■ Task description
Extract each line from the entries below that has the string "Locust" in it.

■ Stored items

BEGIN

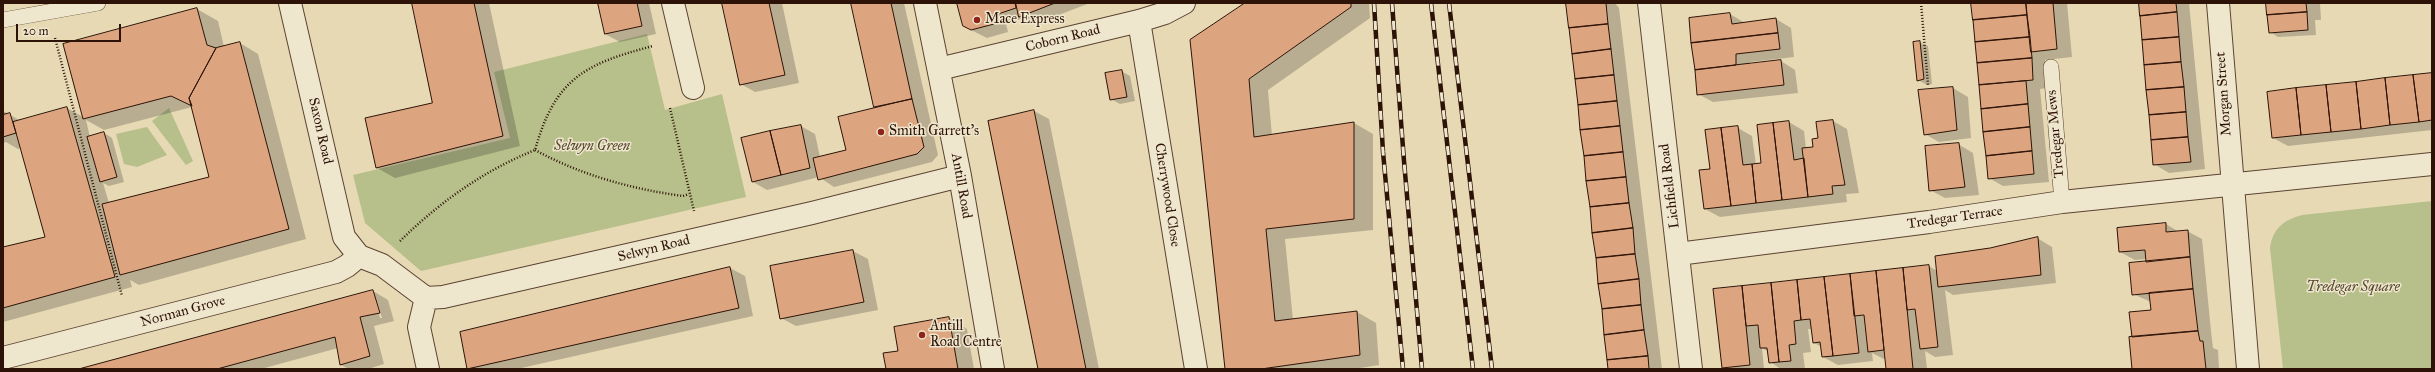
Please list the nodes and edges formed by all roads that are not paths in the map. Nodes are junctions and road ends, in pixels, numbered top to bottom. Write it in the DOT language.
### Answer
graph roads {
  1 [pos="98,3"];
  2 [pos="290,3"];
  3 [pos="673,3"];
  4 [pos="925,3"];
  5 [pos="1184,3"];
  6 [pos="1648,3"];
  7 [pos="2218,3"];
  8 [pos="3,20"];
  9 [pos="1139,21"];
  10 [pos="2051,67"];
  11 [pos="939,69"];
  12 [pos="693,88"];
  13 [pos="2432,164"];
  14 [pos="960,176"];
  15 [pos="2231,185"];
  16 [pos="2062,202"];
  17 [pos="1678,254"];
  18 [pos="358,256"];
  19 [pos="426,298"];
  20 [pos="3,358"];
  21 [pos="428,369"];
  22 [pos="993,369"];
  23 [pos="1196,369"];
  24 [pos="1691,369"];
  25 [pos="2248,369"];
  1 -- 8 [label="lane"];
  2 -- 18 [label="street, Saxon Road"];
  3 -- 12 [label="street"];
  4 -- 11 [label="street, Antill Road"];
  5 -- 9 [label="street, Coborn Road"];
  6 -- 17 [label="street, Lichfield Road"];
  7 -- 15 [label="street, Morgan Street"];
  9 -- 11 [label="street, Coborn Road"];
  9 -- 23 [label="street, Cherrywood Close"];
  10 -- 16 [label="lane, Tredegar Mews"];
  11 -- 14 [label="street, Antill Road"];
  13 -- 15 [label="street"];
  14 -- 19 [label="street, Selwyn Road"];
  14 -- 22 [label="street, Antill Road"];
  15 -- 16 [label="street, Tredegar Terrace"];
  15 -- 25 [label="street"];
  16 -- 17 [label="street, Tredegar Terrace"];
  17 -- 24 [label="street, Lichfield Road"];
  18 -- 19 [label="street"];
  18 -- 20 [label="street, Norman Grove"];
  19 -- 21 [label="street"];
}
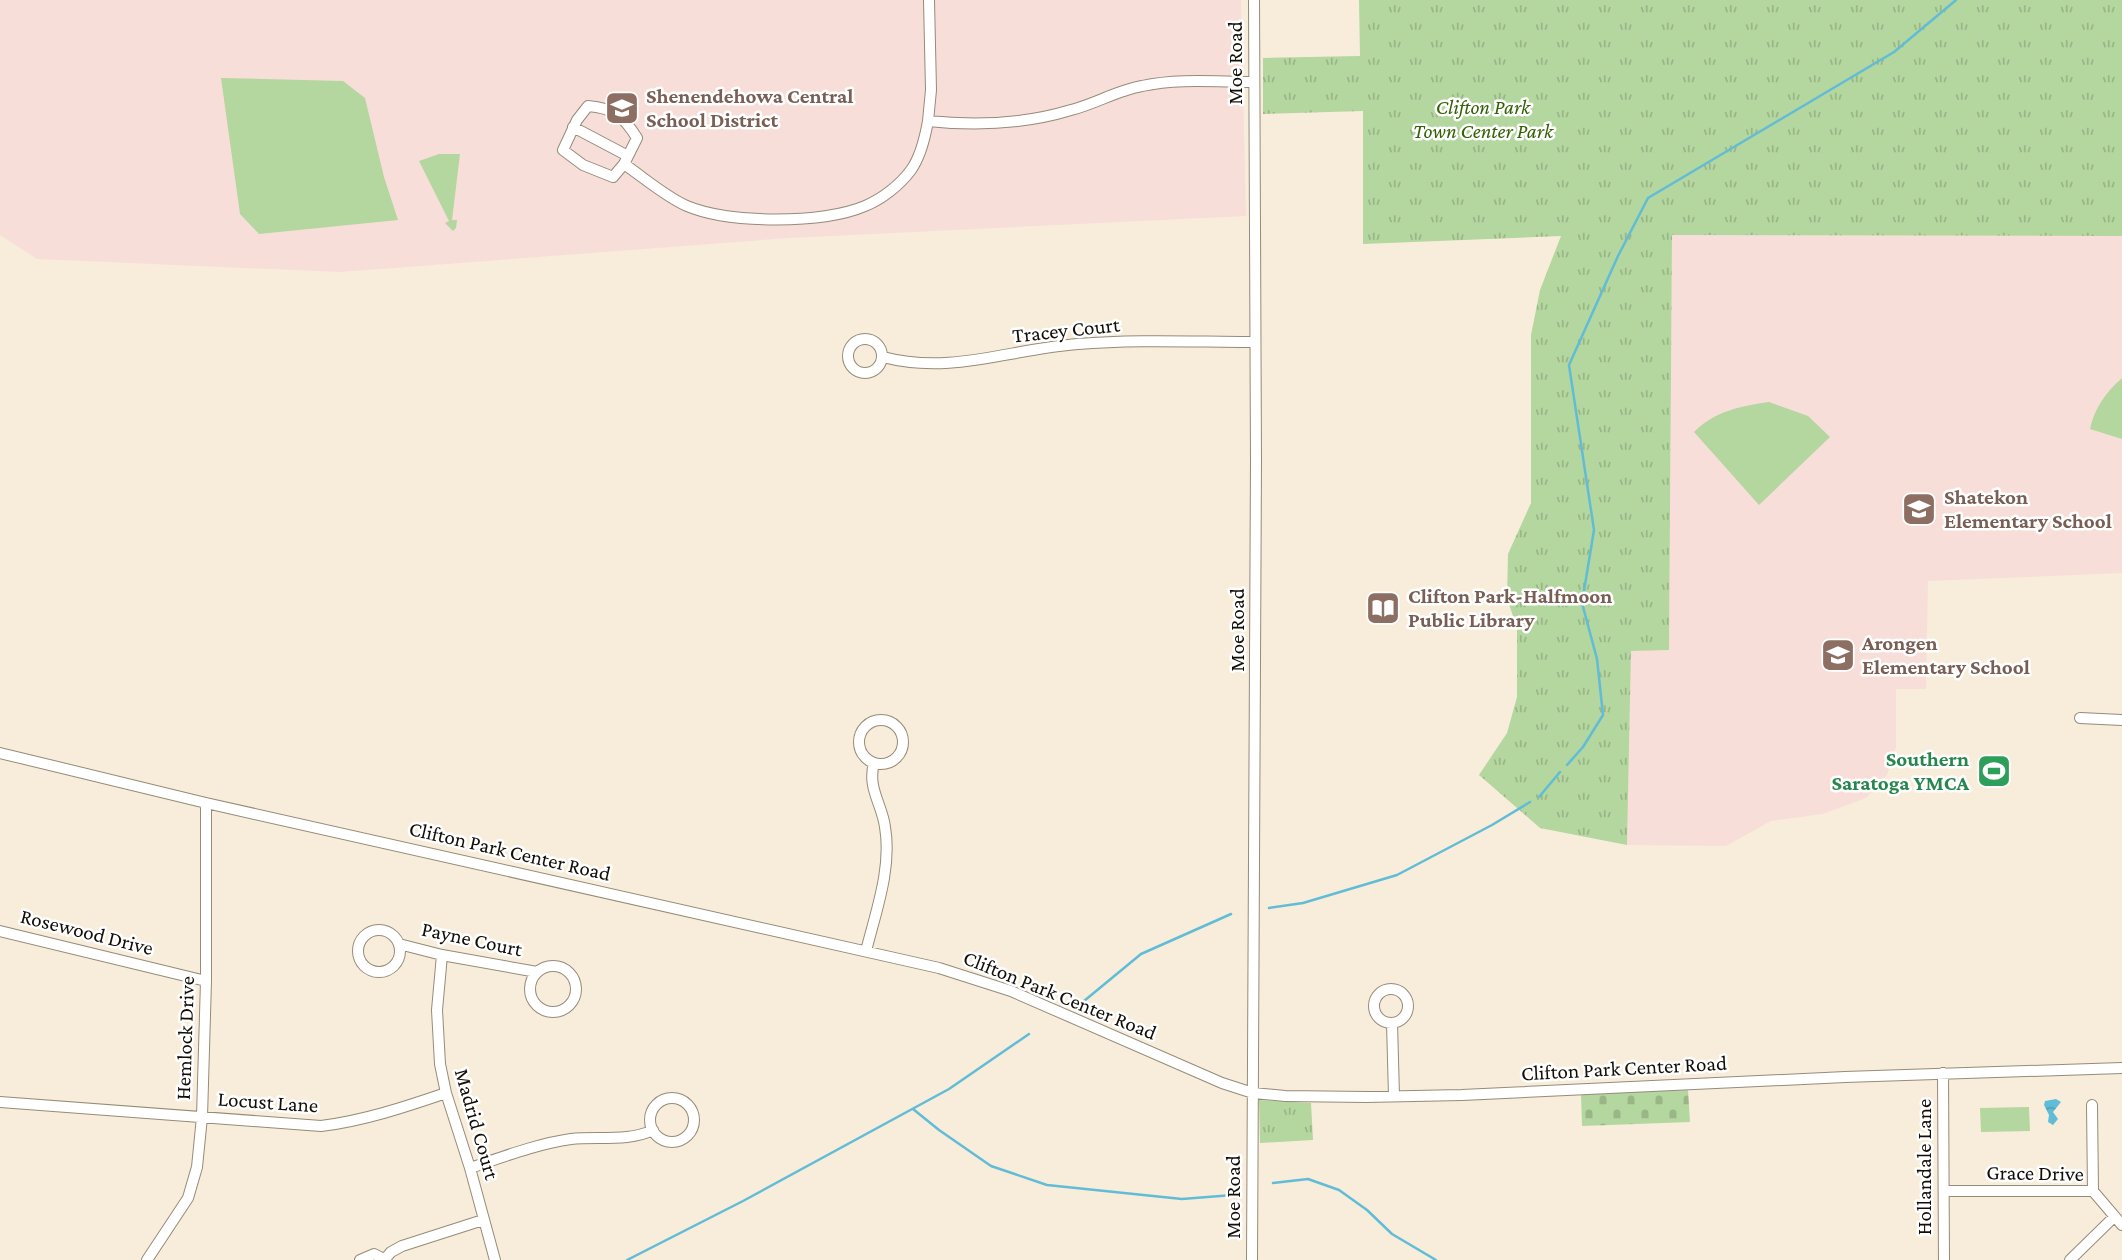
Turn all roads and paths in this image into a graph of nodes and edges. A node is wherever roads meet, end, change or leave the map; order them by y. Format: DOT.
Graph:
graph roads {
  1 [pos="929,0"];
  2 [pos="1254,0"];
  3 [pos="1254,82"];
  4 [pos="928,121"];
  5 [pos="573,127"];
  6 [pos="626,160"];
  7 [pos="1255,342"];
  8 [pos="883,356"];
  9 [pos="2080,718"];
  10 [pos="2122,720"];
  11 [pos="0,753"];
  12 [pos="874,763"];
  13 [pos="206,803"];
  14 [pos="0,931"];
  15 [pos="399,944"];
  16 [pos="866,951"];
  17 [pos="442,955"];
  18 [pos="537,972"];
  19 [pos="206,981"];
  20 [pos="1392,1023"];
  21 [pos="2122,1068"];
  22 [pos="1943,1073"];
  23 [pos="446,1093"];
  24 [pos="1252,1093"];
  25 [pos="1394,1096"];
  26 [pos="0,1102"];
  27 [pos="2092,1105"];
  28 [pos="202,1117"];
  29 [pos="653,1130"];
  30 [pos="470,1168"];
  31 [pos="1945,1191"];
  32 [pos="2093,1191"];
  33 [pos="483,1220"];
  34 [pos="2118,1221"];
  35 [pos="147,1260"];
  36 [pos="360,1260"];
  37 [pos="385,1260"];
  38 [pos="495,1260"];
  39 [pos="1252,1260"];
  40 [pos="1944,1260"];
  41 [pos="2070,1260"];
  1 -- 4 [label="street"];
  2 -- 3 [label="street, Moe Road"];
  3 -- 4 [label="street"];
  3 -- 7 [label="street, Moe Road"];
  4 -- 6 [label="street"];
  5 -- 6 [label="street"];
  5 -- 6 [label="street"];
  5 -- 6 [label="street"];
  7 -- 8 [label="street, Tracey Court"];
  7 -- 24 [label="street, Moe Road"];
  9 -- 10 [label="street"];
  11 -- 13 [label="street, Clifton Park Center Road"];
  12 -- 12 [label="street"];
  12 -- 16 [label="street"];
  13 -- 16 [label="street, Clifton Park Center Road"];
  13 -- 19 [label="street, Hemlock Drive"];
  14 -- 19 [label="street, Rosewood Drive"];
  15 -- 15 [label="street, Payne Court"];
  15 -- 17 [label="street, Payne Court"];
  16 -- 24 [label="street, Clifton Park Center Road"];
  17 -- 18 [label="street, Payne Court"];
  17 -- 23 [label="street, Madrid Court"];
  18 -- 18 [label="street, Payne Court"];
  19 -- 28 [label="street, Hemlock Drive"];
  20 -- 25 [label="street"];
  21 -- 22 [label="street, Clifton Park Center Road"];
  22 -- 25 [label="street, Clifton Park Center Road"];
  22 -- 31 [label="street, Hollandale Lane"];
  23 -- 28 [label="street, Locust Lane"];
  23 -- 30 [label="street, Madrid Court"];
  24 -- 25 [label="street, Clifton Park Center Road"];
  24 -- 39 [label="street, Moe Road"];
  26 -- 28 [label="street, Locust Lane"];
  27 -- 32 [label="street"];
  28 -- 35 [label="street, Hemlock Drive"];
  29 -- 29 [label="street"];
  29 -- 30 [label="street"];
  30 -- 33 [label="street, Madrid Court"];
  31 -- 32 [label="street, Grace Drive"];
  31 -- 40 [label="street, Hollandale Lane"];
  32 -- 34 [label="street, Grace Drive"];
  33 -- 37 [label="street"];
  33 -- 38 [label="street, Madrid Court"];
  34 -- 41 [label="street, Grace Drive"];
  36 -- 37 [label="street"];
}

END

■ Problem solution
  23 -- 28 [label="street, Locust Lane"];
  26 -- 28 [label="street, Locust Lane"];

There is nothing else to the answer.